Unlike spring water, which is valued for its purity and refreshing taste, mineral water is often sought after for its potential health benefits due to its mineral content. Some mineral waters may be naturally carbonated or can have carbonation added before bottling making it diverse and a part of the carbonated beverage family compared to the typically still spring water.

Related Read: What's the difference between mineral water vs sparkling water?

Ingredients in spring water and mineral water

Spring water ingredients

Spring water can contain a variety of naturally occurring ingredients, and yes, even including minerals. Some minerals found in spring water include:

  • Calcium
  • Magnesium
  • Potassium
  • Sodium

Although spring water does have minerals, the types and amounts can vary widely depending on the geological characteristics of the source. Unlike mineral water, the mineral content in spring water is not regulated, so it is not consistent across different brands and sources.

Mineral water ingredients

Mineral water contains a variety of naturally occurring minerals and trace elements. Some of the commonly found ingredients include:

  • Calcium
  • Magnesium
  • Potassium
  • Sodium
  • Bicarbonate
  • Sulfate
  • Chloride
  • Silica
  • Iron
  • Zinc

The exact composition and concentration of these minerals can vary according to the source of the mineral water. However, unlike spring water, the mineral content in mineral water is regulated to meet specific standards, ensuring consistency and beneficial health effects.

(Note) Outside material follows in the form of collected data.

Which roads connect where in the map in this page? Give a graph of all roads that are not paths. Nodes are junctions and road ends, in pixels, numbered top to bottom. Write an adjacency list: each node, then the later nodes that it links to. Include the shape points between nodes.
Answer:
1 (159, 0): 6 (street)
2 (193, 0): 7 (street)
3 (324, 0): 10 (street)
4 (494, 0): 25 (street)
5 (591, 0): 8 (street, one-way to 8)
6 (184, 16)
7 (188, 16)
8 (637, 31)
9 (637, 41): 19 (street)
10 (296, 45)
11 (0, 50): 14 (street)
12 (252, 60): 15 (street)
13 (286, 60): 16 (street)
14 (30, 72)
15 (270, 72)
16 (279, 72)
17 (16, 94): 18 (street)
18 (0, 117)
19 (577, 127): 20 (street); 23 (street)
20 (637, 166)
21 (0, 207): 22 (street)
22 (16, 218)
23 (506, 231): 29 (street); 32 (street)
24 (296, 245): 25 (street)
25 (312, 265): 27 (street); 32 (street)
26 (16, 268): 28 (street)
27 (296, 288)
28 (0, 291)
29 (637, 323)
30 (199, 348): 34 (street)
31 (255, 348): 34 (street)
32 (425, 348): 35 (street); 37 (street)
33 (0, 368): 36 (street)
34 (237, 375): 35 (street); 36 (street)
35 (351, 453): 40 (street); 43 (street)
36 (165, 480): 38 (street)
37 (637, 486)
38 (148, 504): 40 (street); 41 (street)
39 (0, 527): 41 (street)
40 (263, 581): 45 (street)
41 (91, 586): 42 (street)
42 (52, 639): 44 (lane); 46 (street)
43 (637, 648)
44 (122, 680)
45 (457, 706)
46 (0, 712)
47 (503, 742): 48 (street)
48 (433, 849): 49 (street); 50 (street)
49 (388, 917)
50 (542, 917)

Is spring water good for you?

Yes, spring water is generally beneficial. It is often considered among the purest forms of water due to its natural filtration process. As spring water traverses layers of rock and soil, it absorbs minerals like calcium, magnesium, and potassium, which offer nutritional advantages.

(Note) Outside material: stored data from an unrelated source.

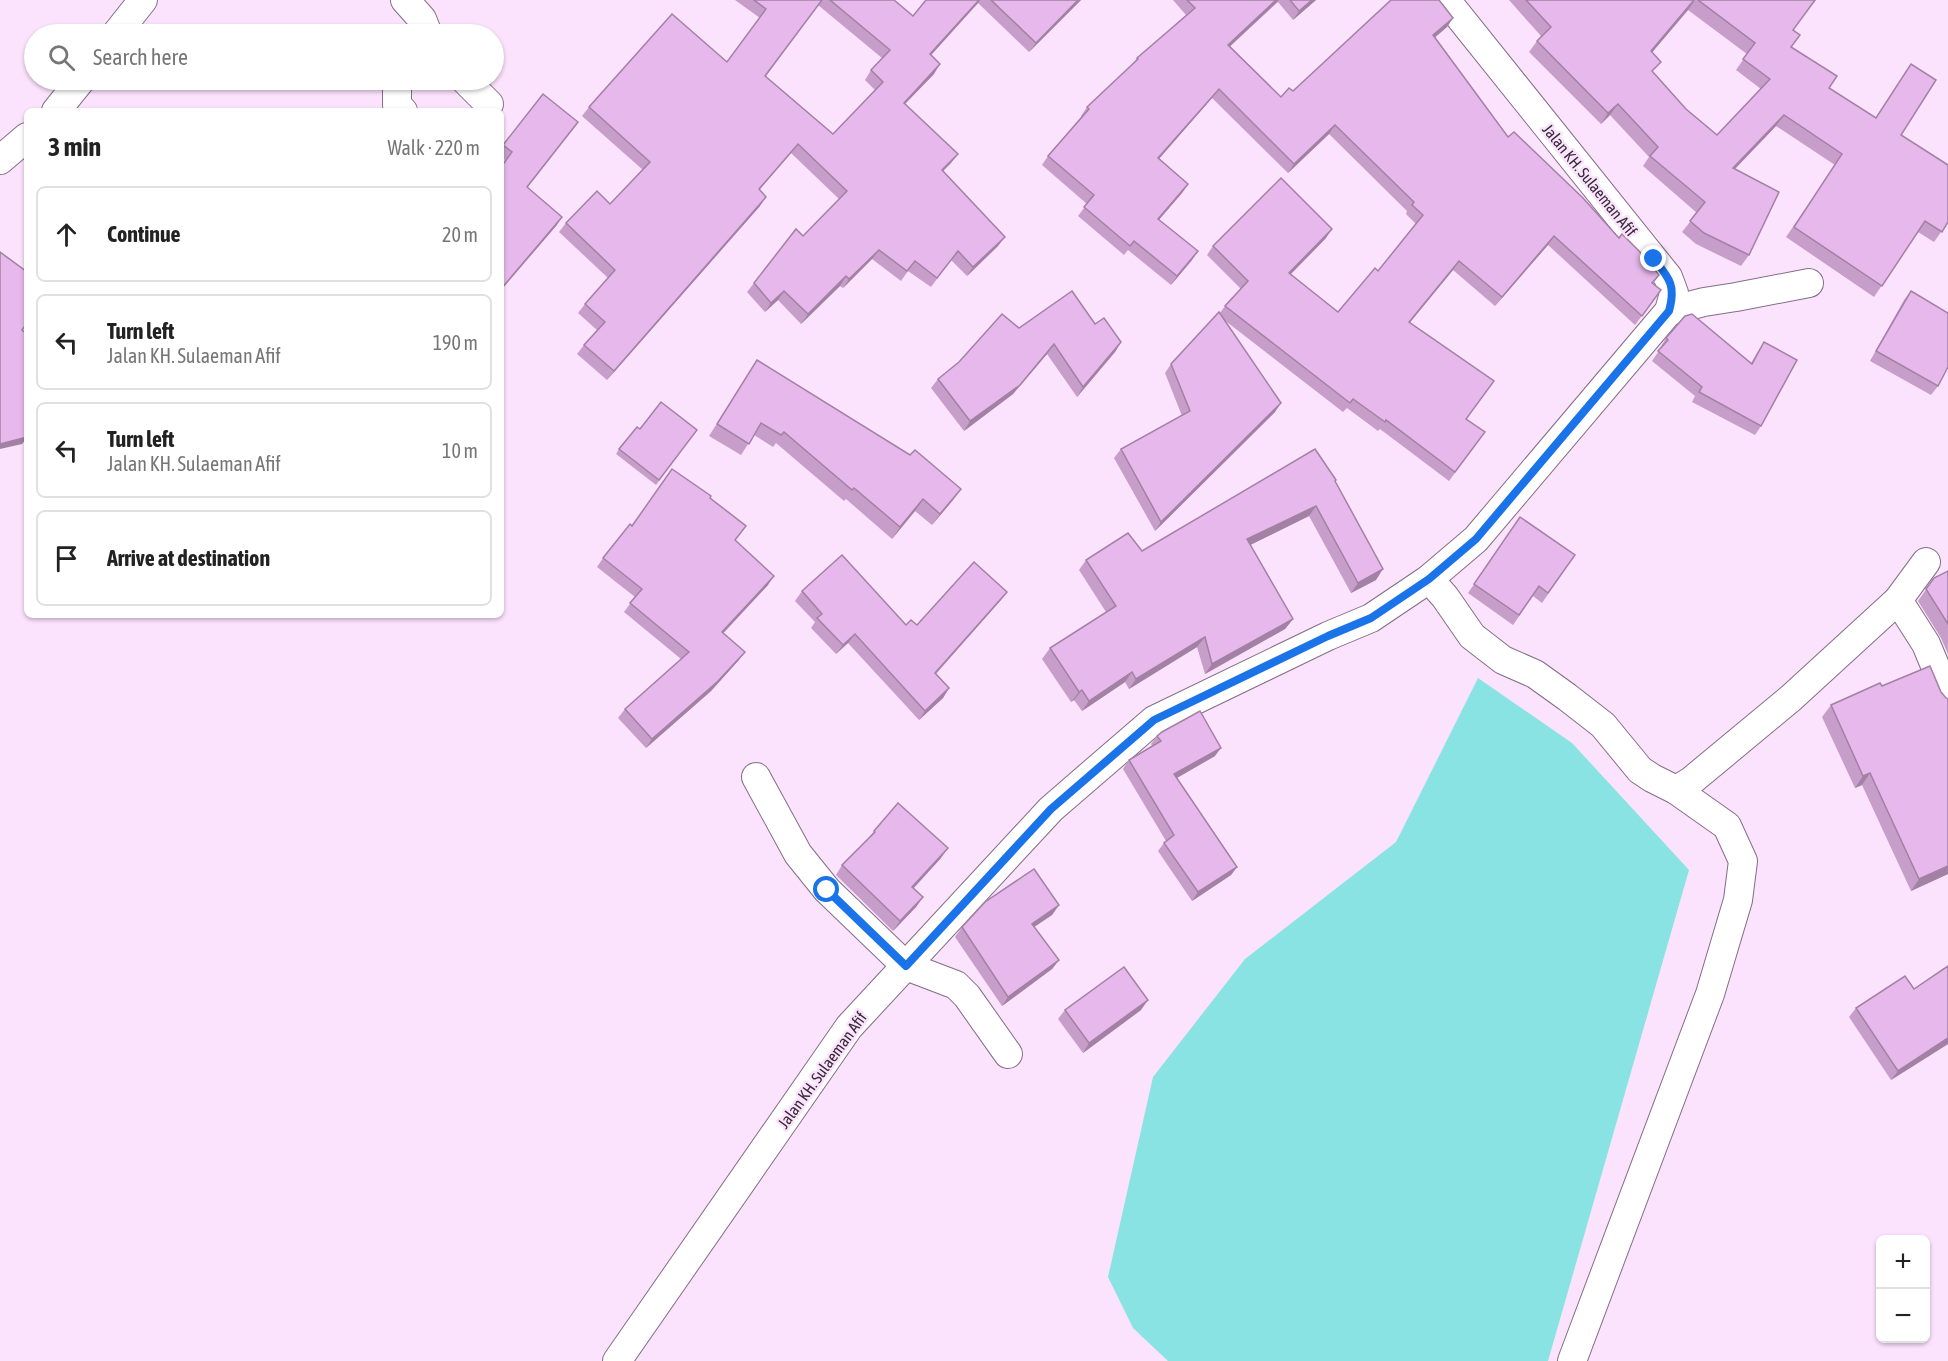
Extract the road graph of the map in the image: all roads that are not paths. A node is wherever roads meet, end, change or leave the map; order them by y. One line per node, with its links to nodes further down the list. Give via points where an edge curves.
1 (143, 0): 4 (street)
2 (405, 0): 5 (street)
3 (1446, 0): 15 (street, Jalan KH. Sulaeman Afif, via 1668,277 1674,293)
4 (124, 24)
5 (424, 24)
6 (73, 90): 10 (street)
7 (397, 90): 11 (street)
8 (475, 90): 9 (street)
9 (489, 104)
10 (58, 108)
11 (400, 108)
12 (24, 140): 13 (street)
13 (0, 160)
14 (1809, 283): 15 (street)
15 (1669, 311): 17 (street, Jalan KH. Sulaeman Afif, via 1476,539)
16 (1926, 562): 18 (street)
17 (1429, 579): 21 (street, via 1472,636 1503,660 1535,674 1567,697 1603,725 1640,770); 22 (street, Jalan KH. Sulaeman Afif, via 1371,618 1154,720 1051,809)
18 (1898, 600): 19 (street, via 1926,644); 21 (street, via 1791,698)
19 (1948, 697)
20 (756, 777): 22 (street, via 798,854 827,890)
21 (1677, 790): 25 (street, via 1727,826 1743,861 1738,900 1710,994)
22 (906, 966): 23 (street, via 956,985); 24 (street, Jalan KH. Sulaeman Afif, via 849,1027)
23 (1008, 1054)
24 (617, 1361)
25 (1572, 1361)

Additionally, this natural purification process removes many contaminants, yielding clean and refreshing water.

However, it's important to note that the mineral content of spring water can vary by source and is not regulated to the same extent as mineral water. Therefore, while spring water can provide health benefits, the specific nutrients you receive may differ between brands and sources.

Is there such a thing as spring mineral water?

Yes, there is such a thing as spring mineral water. This type of water is essentially a blend of the two categories, as it is sourced from natural springs and contains a significant amount of naturally occurring minerals.

The distinction lies in the way the water is collected and its mineral content; for it to be classified as mineral water, it must contain at least 250 parts per million (ppm) of total dissolved solids and originate from a protected underground water source, as mandated by the FDA.

Spring mineral water, therefore, combines the purity of spring water with the health benefits of essential minerals, making it both refreshing and nutritious.

Is spring water distilled?

No, spring water is not distilled.

Distillation is a process that involves boiling water and then condensing the steam back into liquid form to remove impurities and contaminants.

Spring water, on the other hand, is collected directly from natural springs and undergoes a natural filtration process as it moves through layers of rock and soil. This natural filtration helps to remove many contaminants but retains the natural minerals present in the water.

As a result, spring water maintains its mineral content and natural taste, which would be lost if it were to be distilled.

Summary

In essence, both spring water and mineral water offer unique benefits and characteristics, making them valuable sources of hydration.

Spring water is prized for its natural purity and refreshing taste, achieved through its natural filtration process. It contains varying levels of minerals from its geological source but is not regulated for mineral content.

On the other hand, mineral water is sourced from mineral-rich springs and contains a consistent and regulated amount of essential minerals, which can offer additional health benefits.

Understanding the differences and advantages of each can help consumers make informed choices based on their preferences and nutritional needs.